Records for the task Block Start

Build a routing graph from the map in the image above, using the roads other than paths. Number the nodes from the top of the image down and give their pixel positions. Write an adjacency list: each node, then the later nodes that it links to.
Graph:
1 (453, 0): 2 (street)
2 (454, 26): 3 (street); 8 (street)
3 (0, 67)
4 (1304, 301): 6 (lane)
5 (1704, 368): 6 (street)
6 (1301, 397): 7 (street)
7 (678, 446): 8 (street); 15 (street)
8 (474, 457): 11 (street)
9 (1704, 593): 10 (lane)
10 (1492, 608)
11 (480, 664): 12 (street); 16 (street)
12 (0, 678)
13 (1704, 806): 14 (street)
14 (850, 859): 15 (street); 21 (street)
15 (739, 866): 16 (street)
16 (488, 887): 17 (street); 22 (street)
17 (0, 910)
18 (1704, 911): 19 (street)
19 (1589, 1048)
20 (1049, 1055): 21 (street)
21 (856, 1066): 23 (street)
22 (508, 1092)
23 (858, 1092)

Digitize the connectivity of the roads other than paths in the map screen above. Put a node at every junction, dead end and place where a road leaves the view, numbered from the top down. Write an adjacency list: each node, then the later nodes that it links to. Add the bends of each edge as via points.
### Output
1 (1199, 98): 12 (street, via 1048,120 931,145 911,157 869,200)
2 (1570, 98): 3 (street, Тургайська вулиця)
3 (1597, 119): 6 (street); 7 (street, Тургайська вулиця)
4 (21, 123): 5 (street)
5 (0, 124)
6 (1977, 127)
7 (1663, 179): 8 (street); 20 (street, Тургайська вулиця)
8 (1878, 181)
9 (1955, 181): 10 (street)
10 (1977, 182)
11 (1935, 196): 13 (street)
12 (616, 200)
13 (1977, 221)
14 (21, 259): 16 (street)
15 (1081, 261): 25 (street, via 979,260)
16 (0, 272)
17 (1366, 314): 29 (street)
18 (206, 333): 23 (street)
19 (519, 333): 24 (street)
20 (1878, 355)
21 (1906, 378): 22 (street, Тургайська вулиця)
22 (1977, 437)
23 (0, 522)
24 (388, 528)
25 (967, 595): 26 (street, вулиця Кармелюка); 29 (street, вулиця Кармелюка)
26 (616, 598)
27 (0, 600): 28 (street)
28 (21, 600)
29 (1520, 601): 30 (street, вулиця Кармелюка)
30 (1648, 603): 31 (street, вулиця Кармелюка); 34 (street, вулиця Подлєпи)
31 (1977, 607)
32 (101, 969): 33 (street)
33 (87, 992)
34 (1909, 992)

Records for the task Block End

● Exercise description: Please return exactly the lines from the opening line of the data above through the line with "Digitize the connectivity", both included and nothing else.

● Written solution:
Build a routing graph from the map in the image above, using the roads other than paths. Number the nodes from the top of the image down and give their pixel positions. Write an adjacency list: each node, then the later nodes that it links to.
Graph:
1 (453, 0): 2 (street)
2 (454, 26): 3 (street); 8 (street)
3 (0, 67)
4 (1304, 301): 6 (lane)
5 (1704, 368): 6 (street)
6 (1301, 397): 7 (street)
7 (678, 446): 8 (street); 15 (street)
8 (474, 457): 11 (street)
9 (1704, 593): 10 (lane)
10 (1492, 608)
11 (480, 664): 12 (street); 16 (street)
12 (0, 678)
13 (1704, 806): 14 (street)
14 (850, 859): 15 (street); 21 (street)
15 (739, 866): 16 (street)
16 (488, 887): 17 (street); 22 (street)
17 (0, 910)
18 (1704, 911): 19 (street)
19 (1589, 1048)
20 (1049, 1055): 21 (street)
21 (856, 1066): 23 (street)
22 (508, 1092)
23 (858, 1092)

Digitize the connectivity of the roads other than paths in the map screen above. Put a node at every junction, dead end and place where a road leaves the view, numbered from the top down. Write an adjacency list: each node, then the later nodes that it links to. Add the bends of each edge as via points.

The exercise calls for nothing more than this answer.